====== EXTRACTED ENTRIES

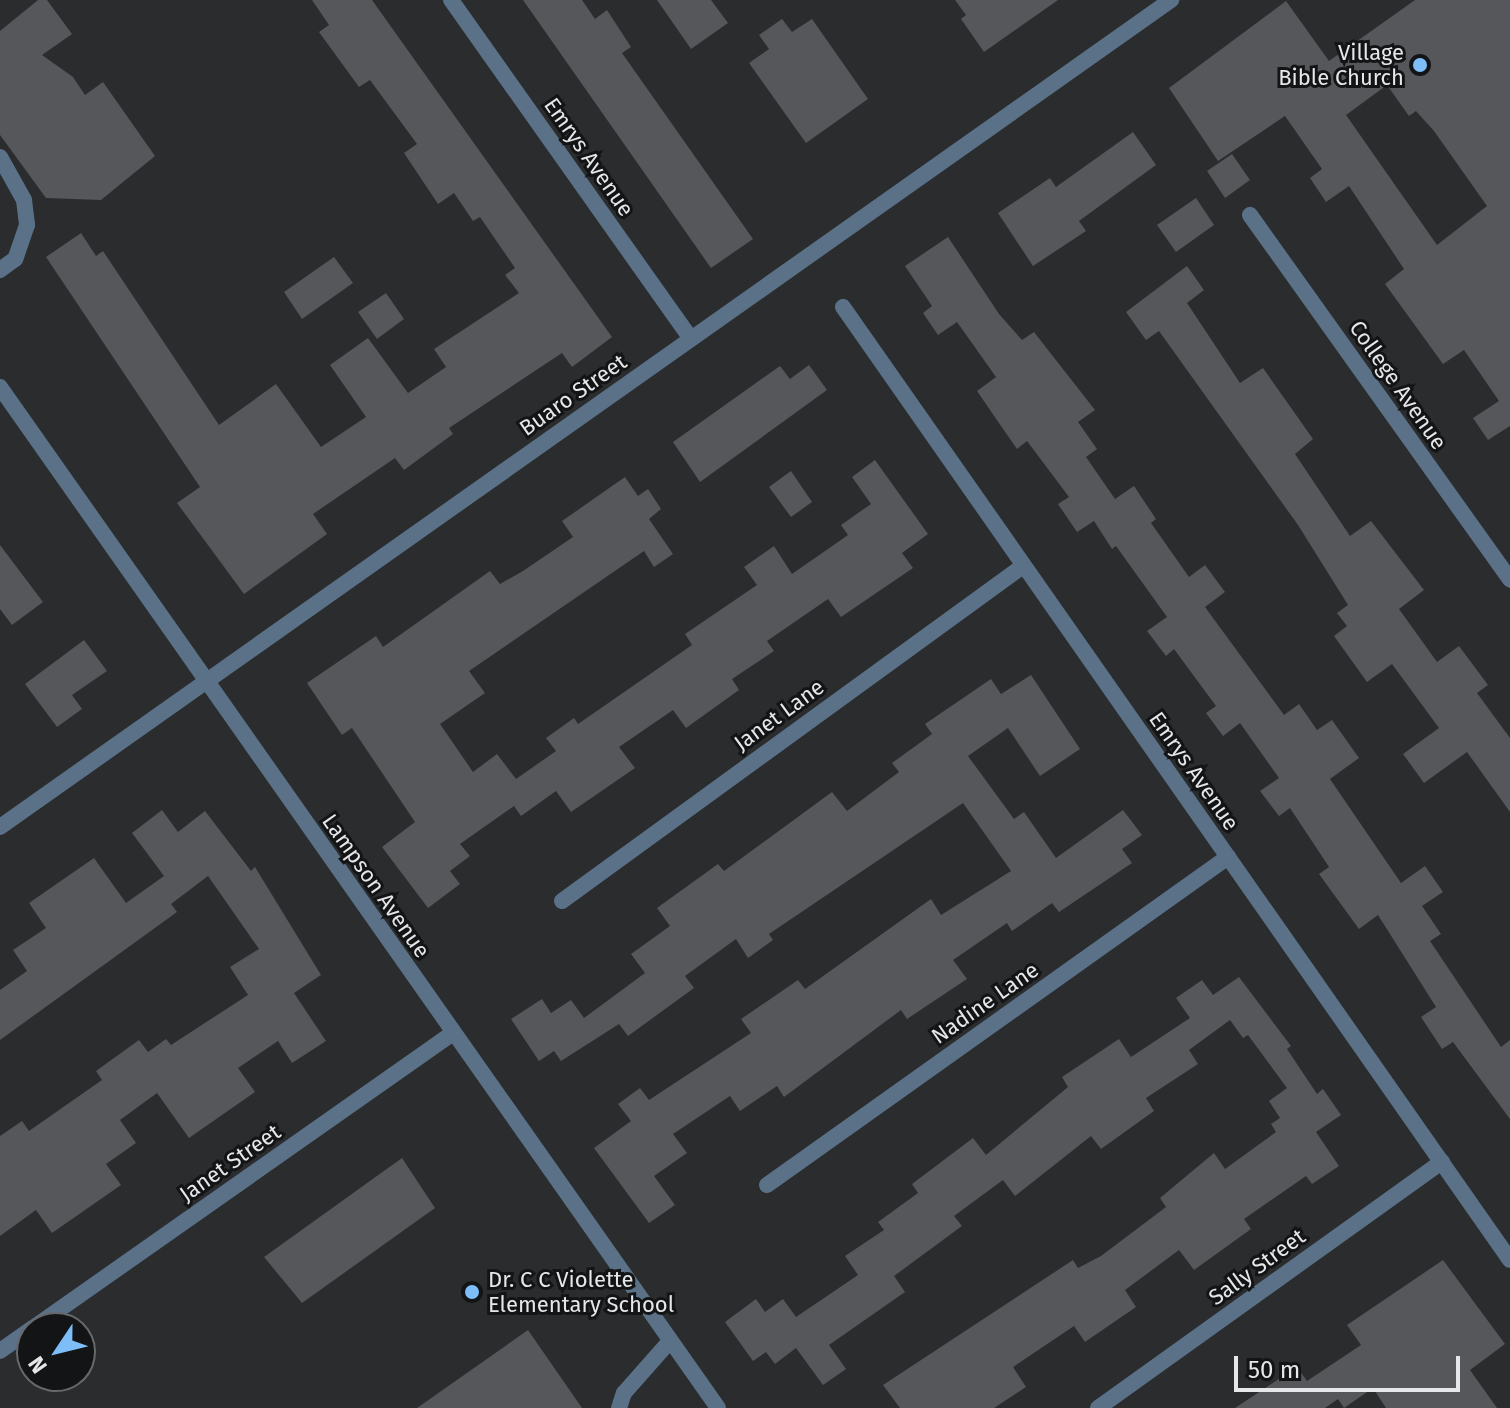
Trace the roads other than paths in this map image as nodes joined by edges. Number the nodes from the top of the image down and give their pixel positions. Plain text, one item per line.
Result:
1 (451, 0) edge
2 (1171, 0) edge
3 (0, 157) edge
4 (1250, 215) dead end
5 (0, 270) edge
6 (843, 307) dead end
7 (691, 339) junction
8 (0, 387) edge
9 (1023, 566) junction
10 (1510, 580) edge
11 (207, 680) junction
12 (0, 827) edge
13 (1228, 857) junction
14 (562, 901) dead end
15 (453, 1033) junction
16 (1442, 1162) junction
17 (767, 1185) dead end
18 (1510, 1260) edge
19 (56, 1312) edge
20 (670, 1341) junction
21 (619, 1408) edge
22 (718, 1408) edge
23 (1098, 1408) edge

1 - 7 street, Emrys Avenue
2 - 7 street, Buaro Street
3 - 5 street
4 - 10 street, College Avenue
6 - 9 street, Emrys Avenue
7 - 11 street, Buaro Street
8 - 11 street, Lampson Avenue
9 - 13 street, Emrys Avenue
9 - 14 street, Janet Lane
11 - 12 street, Buaro Street
11 - 15 street, Lampson Avenue
13 - 16 street, Emrys Avenue
13 - 17 street, Nadine Lane
15 - 19 street, Janet Street
15 - 20 street, Lampson Avenue
16 - 18 street, Emrys Avenue
16 - 23 street, Sally Street
20 - 21 street
20 - 22 street, Lampson Avenue

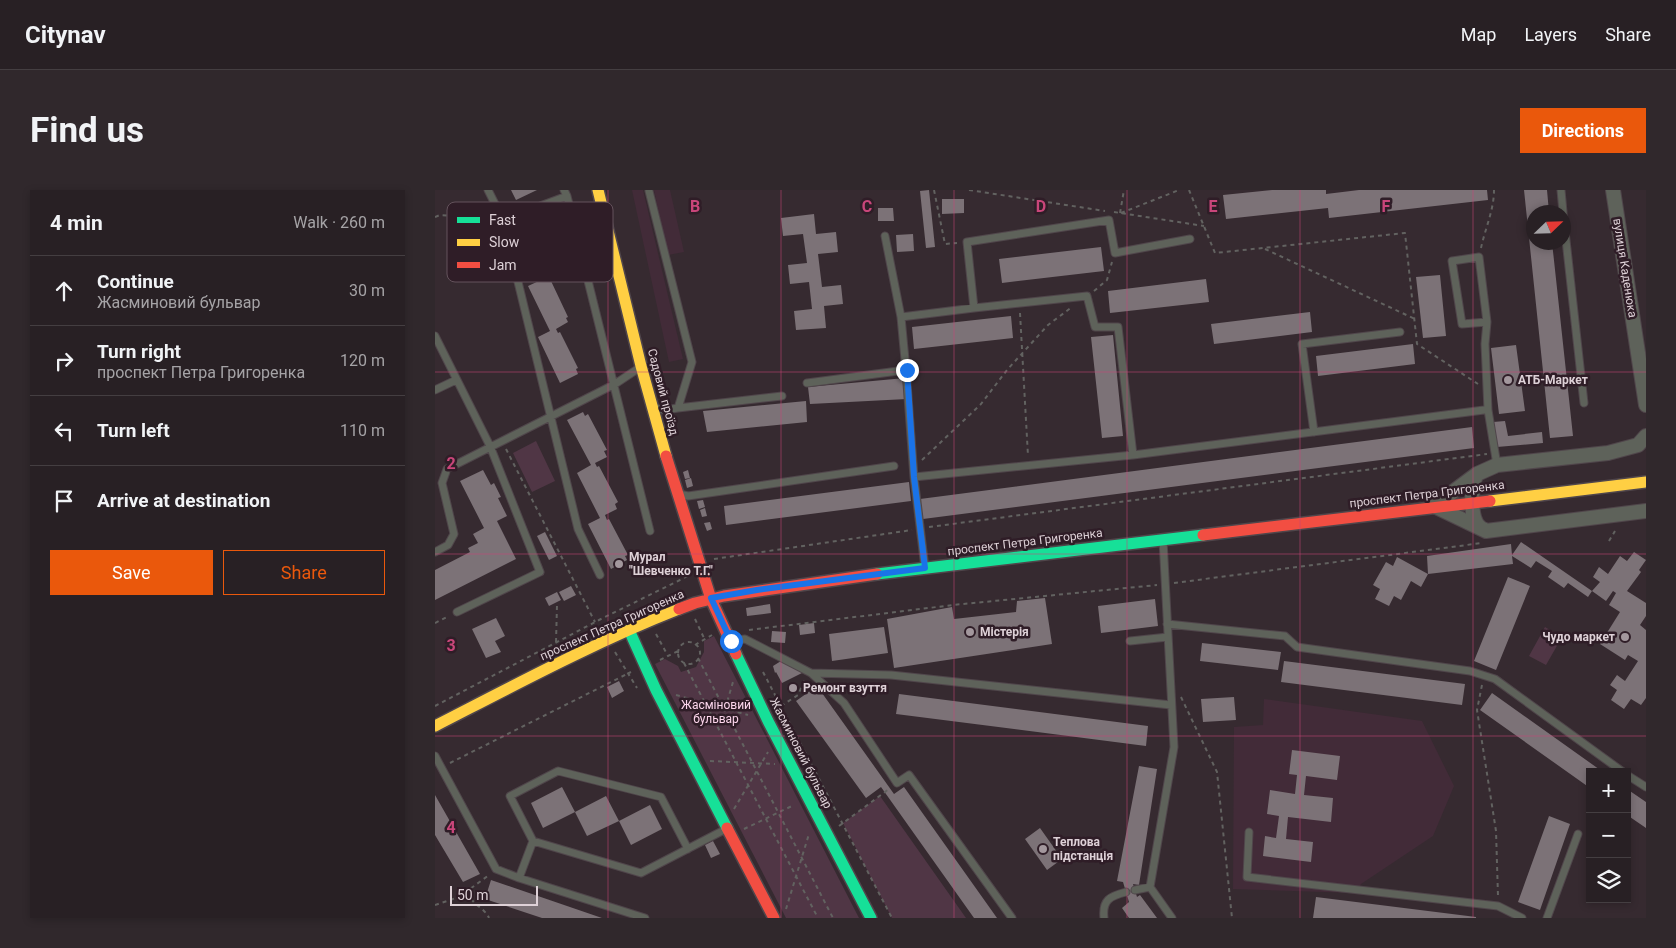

============

* WHAT YOU HAVE TO DO *
In the entries above, identify every line with the word "Janet". Copy those lines.

* ANSWER FOR THIS EXERCISE *
9 - 14 street, Janet Lane
15 - 19 street, Janet Street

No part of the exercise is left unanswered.